San Salvador AFP No hace mucho Ruth tenía la foto de monseñor Óscar Arnulfo Romero escondida en un rincón de su casa. Hoy, en la cripta de la catedral de San Salvador, reza en la tumba de quien los salvadoreños canonizaron sin esperar al Vaticano: “San Romero de América”.
Enfundada en una camisa blanca estampada con el rostro de su santo, Ruth Rivas, de 50 años, llega de Santa Tecla, 15 km al oeste de la capital, a la misa que oficia cada domingo un párroco distinto en el sótano del templo, con peregrinos de todo el país.
“Van a ponerlo en los altares, pero desde hace mucho tenemos ahí a nuestro profeta, pastor y mártir”, afirma, sentada en una silla de plástico junto al altar erigido, frente al sepulcro, con flores, velas y fotos del que fue arzobispo de San Salvador .
Las palabras de Ruth son un decir a voces. Los salvadoreños celebran que la causa de beatificación, abierta en 1993 y tras años estancada en el Vaticano, fuera desbloqueada por el papa Francisco en 2013 , y avance al punto que el sacerdote salvadoreño-español Jon Sobrino dijo, hace unos días, tener informes que será beatificado en 2015.
Desde el púlpito, junto a un retablo de monseñor Romero, el padre Pedro Mártir reflexiona con los fieles. “¿Quién era el? Todavía en este país mentalidades reducidas piensan que fue comunista, pero fue un hombre de Dios, que sufría con el pueblo”.
Ruth recuerda cuando sus homilías se escuchaban en las calles y mercados de Santa Tecla: “Yo tenía 16 años, era una cipota (muchacha); en mi casa no teníamos radio, pero los vecinos la ponían duro y la gente aplaudía. Aún se me eriza la piel”.
Contra la injusticia. Llamado “la voz de los sin voz” por denunciar la injusticia social y represión, Romero fue asesinado por un francotirador cuando oficiaba misa en la capilla del hospital de cancerosos el 24 de marzo de 1980, un día después de dirigirse a los soldados en su homilía: “Les suplico, les ruego, les ordeno en nombre de Dios: cesen la represión”.

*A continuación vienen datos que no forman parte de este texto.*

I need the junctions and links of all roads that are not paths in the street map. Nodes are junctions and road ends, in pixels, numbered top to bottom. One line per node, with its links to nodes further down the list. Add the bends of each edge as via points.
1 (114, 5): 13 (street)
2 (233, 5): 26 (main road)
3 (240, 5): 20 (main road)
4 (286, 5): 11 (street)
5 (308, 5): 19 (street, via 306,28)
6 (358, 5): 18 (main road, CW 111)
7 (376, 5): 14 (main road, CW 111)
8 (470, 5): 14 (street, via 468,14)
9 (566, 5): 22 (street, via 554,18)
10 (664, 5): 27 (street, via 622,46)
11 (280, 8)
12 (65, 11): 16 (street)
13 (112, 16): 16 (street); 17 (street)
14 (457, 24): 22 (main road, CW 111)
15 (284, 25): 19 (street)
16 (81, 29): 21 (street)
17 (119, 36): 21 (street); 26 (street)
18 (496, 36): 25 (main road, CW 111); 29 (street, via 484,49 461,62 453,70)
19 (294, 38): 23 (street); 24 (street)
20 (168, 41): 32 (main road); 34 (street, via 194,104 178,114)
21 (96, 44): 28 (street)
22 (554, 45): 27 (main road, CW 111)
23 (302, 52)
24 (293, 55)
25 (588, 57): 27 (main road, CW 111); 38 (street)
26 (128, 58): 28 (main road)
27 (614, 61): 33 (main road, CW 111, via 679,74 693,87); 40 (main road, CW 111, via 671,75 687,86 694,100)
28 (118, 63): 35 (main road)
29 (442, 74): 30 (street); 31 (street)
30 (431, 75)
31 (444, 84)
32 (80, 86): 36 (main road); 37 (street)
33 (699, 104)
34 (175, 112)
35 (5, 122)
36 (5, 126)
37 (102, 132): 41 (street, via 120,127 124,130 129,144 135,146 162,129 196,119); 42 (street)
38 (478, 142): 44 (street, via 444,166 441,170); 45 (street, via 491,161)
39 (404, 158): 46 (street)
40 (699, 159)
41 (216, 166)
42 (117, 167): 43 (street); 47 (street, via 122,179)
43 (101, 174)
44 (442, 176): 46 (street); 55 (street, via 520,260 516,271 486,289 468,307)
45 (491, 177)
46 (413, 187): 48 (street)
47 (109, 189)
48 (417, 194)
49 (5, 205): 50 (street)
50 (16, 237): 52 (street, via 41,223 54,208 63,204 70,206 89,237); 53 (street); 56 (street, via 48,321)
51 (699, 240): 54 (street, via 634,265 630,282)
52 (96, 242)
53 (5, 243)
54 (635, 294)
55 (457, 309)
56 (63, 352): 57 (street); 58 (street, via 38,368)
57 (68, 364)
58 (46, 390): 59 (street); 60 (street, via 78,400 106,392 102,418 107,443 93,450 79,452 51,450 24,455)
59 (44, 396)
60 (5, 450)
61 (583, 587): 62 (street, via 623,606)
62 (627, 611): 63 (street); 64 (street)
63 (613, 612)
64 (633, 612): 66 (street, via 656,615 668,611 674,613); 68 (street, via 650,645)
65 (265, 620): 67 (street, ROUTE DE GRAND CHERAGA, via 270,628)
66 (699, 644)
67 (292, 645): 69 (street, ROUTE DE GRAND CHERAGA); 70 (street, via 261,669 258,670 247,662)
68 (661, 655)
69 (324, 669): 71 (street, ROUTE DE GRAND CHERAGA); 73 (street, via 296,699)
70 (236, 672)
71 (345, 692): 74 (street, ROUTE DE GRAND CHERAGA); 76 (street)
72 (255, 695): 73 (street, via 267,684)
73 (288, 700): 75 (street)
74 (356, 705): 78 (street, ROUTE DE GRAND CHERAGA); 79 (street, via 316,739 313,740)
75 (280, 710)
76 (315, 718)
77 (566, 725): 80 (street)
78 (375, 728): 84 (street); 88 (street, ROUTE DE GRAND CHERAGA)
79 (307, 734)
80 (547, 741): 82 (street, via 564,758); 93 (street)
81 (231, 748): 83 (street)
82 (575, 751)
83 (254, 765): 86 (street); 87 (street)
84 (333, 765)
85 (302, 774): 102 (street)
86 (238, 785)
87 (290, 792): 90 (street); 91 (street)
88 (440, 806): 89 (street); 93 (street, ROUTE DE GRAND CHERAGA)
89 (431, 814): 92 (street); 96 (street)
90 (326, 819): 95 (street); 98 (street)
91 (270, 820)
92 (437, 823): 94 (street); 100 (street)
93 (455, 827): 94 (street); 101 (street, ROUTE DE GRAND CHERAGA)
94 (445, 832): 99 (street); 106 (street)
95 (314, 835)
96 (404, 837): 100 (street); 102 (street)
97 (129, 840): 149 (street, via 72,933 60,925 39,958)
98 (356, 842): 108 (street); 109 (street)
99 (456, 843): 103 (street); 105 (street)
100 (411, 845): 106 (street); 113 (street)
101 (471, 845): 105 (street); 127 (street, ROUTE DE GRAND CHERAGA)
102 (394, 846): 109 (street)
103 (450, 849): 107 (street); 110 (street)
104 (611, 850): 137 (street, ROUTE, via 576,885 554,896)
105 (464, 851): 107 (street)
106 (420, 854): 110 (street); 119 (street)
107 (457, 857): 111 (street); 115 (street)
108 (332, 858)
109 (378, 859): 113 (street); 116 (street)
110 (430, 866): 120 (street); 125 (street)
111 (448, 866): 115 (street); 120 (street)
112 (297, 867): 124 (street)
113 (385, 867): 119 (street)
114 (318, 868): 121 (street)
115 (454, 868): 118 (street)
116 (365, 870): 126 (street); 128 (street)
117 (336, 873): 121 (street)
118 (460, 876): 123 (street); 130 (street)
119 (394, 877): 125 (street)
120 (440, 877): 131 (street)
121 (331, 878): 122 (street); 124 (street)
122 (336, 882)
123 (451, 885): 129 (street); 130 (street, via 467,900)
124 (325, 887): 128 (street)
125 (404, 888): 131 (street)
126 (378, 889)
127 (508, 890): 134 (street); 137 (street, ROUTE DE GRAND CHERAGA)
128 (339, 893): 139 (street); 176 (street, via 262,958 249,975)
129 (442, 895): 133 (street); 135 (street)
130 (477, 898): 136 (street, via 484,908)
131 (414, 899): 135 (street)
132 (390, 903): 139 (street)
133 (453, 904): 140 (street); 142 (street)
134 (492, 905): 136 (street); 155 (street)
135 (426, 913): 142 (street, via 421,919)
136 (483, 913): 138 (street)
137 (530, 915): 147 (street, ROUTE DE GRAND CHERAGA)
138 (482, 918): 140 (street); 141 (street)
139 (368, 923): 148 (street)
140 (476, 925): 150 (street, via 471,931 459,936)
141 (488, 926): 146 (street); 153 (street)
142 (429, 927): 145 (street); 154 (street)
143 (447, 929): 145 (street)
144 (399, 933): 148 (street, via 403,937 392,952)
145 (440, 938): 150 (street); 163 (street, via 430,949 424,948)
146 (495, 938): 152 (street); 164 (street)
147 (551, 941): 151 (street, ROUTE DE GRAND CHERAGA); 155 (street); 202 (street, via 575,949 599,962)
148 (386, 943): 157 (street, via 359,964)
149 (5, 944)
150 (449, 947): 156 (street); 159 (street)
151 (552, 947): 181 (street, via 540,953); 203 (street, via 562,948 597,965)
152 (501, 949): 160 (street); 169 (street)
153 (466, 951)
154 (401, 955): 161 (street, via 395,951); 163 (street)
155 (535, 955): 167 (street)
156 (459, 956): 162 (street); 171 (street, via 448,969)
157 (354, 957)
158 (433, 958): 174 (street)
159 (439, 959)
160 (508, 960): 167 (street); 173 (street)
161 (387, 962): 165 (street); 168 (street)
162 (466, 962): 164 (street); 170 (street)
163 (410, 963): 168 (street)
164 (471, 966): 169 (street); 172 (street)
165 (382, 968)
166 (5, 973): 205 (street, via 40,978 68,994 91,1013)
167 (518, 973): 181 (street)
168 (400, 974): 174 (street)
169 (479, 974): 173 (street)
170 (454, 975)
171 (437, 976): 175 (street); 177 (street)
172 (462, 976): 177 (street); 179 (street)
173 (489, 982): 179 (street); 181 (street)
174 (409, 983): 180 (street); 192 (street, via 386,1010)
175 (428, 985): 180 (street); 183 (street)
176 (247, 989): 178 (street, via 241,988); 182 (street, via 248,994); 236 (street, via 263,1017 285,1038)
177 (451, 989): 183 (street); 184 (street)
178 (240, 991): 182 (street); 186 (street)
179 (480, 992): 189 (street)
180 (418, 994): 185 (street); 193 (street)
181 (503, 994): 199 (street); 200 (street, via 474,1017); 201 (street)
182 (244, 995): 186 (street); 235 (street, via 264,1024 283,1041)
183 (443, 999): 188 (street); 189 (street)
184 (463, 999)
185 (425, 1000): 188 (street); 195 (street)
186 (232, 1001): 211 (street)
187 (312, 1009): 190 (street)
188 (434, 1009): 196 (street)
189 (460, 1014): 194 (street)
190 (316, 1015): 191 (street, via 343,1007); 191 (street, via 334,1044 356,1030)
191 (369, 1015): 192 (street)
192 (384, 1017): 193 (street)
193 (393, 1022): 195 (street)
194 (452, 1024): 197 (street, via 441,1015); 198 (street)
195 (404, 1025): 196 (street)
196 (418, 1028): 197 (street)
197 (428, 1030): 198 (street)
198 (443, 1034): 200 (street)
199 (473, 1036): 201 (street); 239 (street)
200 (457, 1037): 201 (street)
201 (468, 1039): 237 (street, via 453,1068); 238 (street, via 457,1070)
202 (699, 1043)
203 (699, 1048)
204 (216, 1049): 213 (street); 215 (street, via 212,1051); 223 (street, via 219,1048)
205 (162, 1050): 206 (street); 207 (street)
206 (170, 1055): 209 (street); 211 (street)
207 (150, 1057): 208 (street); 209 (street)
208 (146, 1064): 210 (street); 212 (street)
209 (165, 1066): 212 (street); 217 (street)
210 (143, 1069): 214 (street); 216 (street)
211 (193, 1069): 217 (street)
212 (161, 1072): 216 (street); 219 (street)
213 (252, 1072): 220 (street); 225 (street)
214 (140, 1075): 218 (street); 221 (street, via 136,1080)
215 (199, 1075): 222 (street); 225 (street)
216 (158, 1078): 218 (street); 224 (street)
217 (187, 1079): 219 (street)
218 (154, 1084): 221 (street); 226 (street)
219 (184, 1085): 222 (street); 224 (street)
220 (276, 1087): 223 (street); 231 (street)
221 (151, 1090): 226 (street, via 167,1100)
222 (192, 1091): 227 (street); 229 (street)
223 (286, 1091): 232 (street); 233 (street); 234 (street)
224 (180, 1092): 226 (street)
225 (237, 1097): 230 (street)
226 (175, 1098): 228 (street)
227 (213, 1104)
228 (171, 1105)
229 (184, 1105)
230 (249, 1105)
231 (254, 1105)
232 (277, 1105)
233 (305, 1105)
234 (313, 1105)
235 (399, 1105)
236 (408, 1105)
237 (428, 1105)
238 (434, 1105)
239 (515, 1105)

A la entrada del hospital, en la modesta casita de monseñor, Bernardita, una monja diminuta que resguarda lo que hoy es un museo, muestra la “ropa del martirio”: el alba con la gran mancha gris en la espalda –rastro de sangre– y la camisa con el pequeño agujero de la bala calibre 22 que perforó la aorta.
“Solo Dios puede hacer justicia con quien lo mató. Veo su sangre y siento rabia y dolor”, expresó, frontándose los ojos, Armando Flores, un comerciante de 57 años que recorría el museo que conserva, en la sencillez en que vivía, la cama, la ropa, el báculo y otros objetos personales.
Muy cerca de allí vive María Luisa, hermana de Roberto D'Aubuisson, señalado como el autor intelectual del asesinato por una comisión de la ONU en 1993, un año después de que falleció de cáncer. “Monseñor puso el dedo en la llaga. Fue valiente, coherente”, dice “Marisa”, quien prefiere usar el apellido de su esposo.
A su lado, su marido Edín Martínez, un ferviente activista de la Fundación Romero, agrega: “La Iglesia, conservadora, no ha estado preparada para este tipo de santos. No ha sido canonizado por razones políticas; pero camina por sí solo a los altares”.
El magnicidio, que conmocionó al mundo, detonó la guerra civil que concluyó con acuerdos de paz en 1992, tras dejar 75.000 víctimas mortales. Monseñor fue enterrado bajo las balas: Unos 35 muertos y más de 150 heridos dejó un tiroteo contra la multitud que llevaba el féretro en la plaza de la Catedral.
“Fue tremendo, tanquetas, militares, policías, francotiradores por todo lado haciendo matazón”, recuerda en la cripta Isabel Ramírez, de 65 años, tras orar, arrodillada, ante la tumba.